The next day we made hard miles to get back to base camp. Just before dark we rode the last mile. Still a long way off, Duane began to trot then run the horses. It made no sense, you don’t run loaded pack horses. As we got closer to base camp the big food cache thirty feet up in the air caught my attention. There was Rose Nelson standing high on the rim of the cache. We stormed the camp with Rose yelling at us that there was a grizzly in the camp. I wanted footage of the grizzly and as we piled off the horses I scrambled to ready the movie camera as Duane yelled up to his mom. I ran toward the brush where Rose pointed and Duane yelled, “forget the camera, get your gun!” I had a short barreled 12 gauge with 3 inch mag slugs. But it was to late. The bear, that I did not see, stood up in front and with my eye in the view finder his head literally filled the frame, maybe seven or eight steps away. Luckily it moved off. We did not see the bear again that night.

Next morning the bunch of us sat in the kitchen tent around the big table – the guides, the Nelson’s, and new hunters. We were digging into Rose’s pancakes and bacon and moose back straps.

Someone yelled.

We looked to the tent door flaps. A big grizzly bear’s head stared at us as if waiting to get invited in. We began yelling and Rose banging a pot and the bear had enough and walked off. It hung around the perimeter of the camp for most of that day.

Fast Forward.

A couple days later I rode off with Darryl Nelson and a guide and rode into a nice little meadow under a hill, where we planned to made camp. There’s a grizzly there, Darryl said from up front. Sure enough, right where we planned to camp was a big blonde bear. We stopped and tied up anyway and they began to unsaddle and unload pack horses. The bear, again, just hung around the edges of the brush. Geez, I thought, why not just ride further and camp somewhere else?

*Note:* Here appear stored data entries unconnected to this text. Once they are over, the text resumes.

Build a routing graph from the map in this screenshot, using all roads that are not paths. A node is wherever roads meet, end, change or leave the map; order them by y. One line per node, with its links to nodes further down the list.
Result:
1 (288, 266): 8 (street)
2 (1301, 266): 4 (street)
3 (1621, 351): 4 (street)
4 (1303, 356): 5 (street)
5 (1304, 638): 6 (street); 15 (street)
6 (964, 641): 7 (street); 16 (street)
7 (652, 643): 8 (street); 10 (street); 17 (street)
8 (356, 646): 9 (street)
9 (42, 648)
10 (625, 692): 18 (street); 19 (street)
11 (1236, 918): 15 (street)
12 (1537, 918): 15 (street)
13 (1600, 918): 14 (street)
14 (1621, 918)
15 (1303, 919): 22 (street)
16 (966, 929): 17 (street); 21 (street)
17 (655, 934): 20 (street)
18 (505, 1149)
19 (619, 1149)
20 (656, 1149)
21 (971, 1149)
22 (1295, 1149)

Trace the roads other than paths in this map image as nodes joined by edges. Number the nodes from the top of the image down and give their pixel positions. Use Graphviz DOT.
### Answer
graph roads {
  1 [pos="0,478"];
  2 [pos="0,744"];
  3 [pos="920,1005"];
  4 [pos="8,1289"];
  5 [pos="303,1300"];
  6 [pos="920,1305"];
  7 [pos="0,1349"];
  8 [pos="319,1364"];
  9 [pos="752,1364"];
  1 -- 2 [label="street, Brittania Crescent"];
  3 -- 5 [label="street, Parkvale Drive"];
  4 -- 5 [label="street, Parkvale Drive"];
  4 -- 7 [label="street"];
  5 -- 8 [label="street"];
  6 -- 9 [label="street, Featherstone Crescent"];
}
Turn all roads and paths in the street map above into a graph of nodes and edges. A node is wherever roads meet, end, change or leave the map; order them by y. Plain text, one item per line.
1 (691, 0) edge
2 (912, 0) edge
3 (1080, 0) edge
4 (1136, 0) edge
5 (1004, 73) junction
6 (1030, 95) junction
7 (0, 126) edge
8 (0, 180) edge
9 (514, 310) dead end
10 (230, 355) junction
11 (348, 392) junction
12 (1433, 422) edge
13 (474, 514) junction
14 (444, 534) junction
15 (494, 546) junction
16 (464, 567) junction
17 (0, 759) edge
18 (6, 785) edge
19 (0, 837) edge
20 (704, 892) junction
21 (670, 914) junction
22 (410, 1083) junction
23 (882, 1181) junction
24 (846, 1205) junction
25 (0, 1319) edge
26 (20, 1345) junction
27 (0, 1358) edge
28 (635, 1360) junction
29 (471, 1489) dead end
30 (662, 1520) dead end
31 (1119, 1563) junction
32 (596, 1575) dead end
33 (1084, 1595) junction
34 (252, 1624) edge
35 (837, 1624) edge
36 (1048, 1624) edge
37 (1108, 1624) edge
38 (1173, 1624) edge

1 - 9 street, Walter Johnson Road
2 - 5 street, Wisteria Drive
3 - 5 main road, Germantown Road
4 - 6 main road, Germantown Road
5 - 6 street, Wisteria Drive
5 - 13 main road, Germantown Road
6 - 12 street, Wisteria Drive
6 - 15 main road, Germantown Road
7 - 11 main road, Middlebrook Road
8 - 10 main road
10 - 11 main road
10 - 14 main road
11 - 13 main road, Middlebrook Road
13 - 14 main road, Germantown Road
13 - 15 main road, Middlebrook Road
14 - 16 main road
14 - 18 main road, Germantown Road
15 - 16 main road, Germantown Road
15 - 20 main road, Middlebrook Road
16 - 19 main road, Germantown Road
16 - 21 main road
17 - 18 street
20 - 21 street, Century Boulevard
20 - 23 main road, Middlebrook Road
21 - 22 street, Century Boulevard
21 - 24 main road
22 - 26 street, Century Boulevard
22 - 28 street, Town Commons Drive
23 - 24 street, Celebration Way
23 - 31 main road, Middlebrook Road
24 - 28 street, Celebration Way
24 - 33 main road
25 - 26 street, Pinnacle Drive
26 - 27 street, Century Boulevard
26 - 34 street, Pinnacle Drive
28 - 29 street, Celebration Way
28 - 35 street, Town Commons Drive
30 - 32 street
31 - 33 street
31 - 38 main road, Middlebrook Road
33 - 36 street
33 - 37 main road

We set up the wall tent and ate a hurried meal in the dark and I stepped into the tent and they were laying out their bedrolls. Both Tom and Darryl laid the head of their bags right up to the tent wall. That bear was prowling around right outside. I thought the cheese had slipped off their burger. Mine head was laid about three feet from the tent wall. Sure enough, pitch dark, about to fall asleep, and the bears snuffing at our heads, right on the canvas. Tom and I both sat up in the dark. “you got your gun?’ he said. I already had my short shotgun in my hands, loaded with slugs, but before I even answered he was out of his bag with his flashlight and out the door. I scrambled to keep up. The bear had moved off into the brush. Geez.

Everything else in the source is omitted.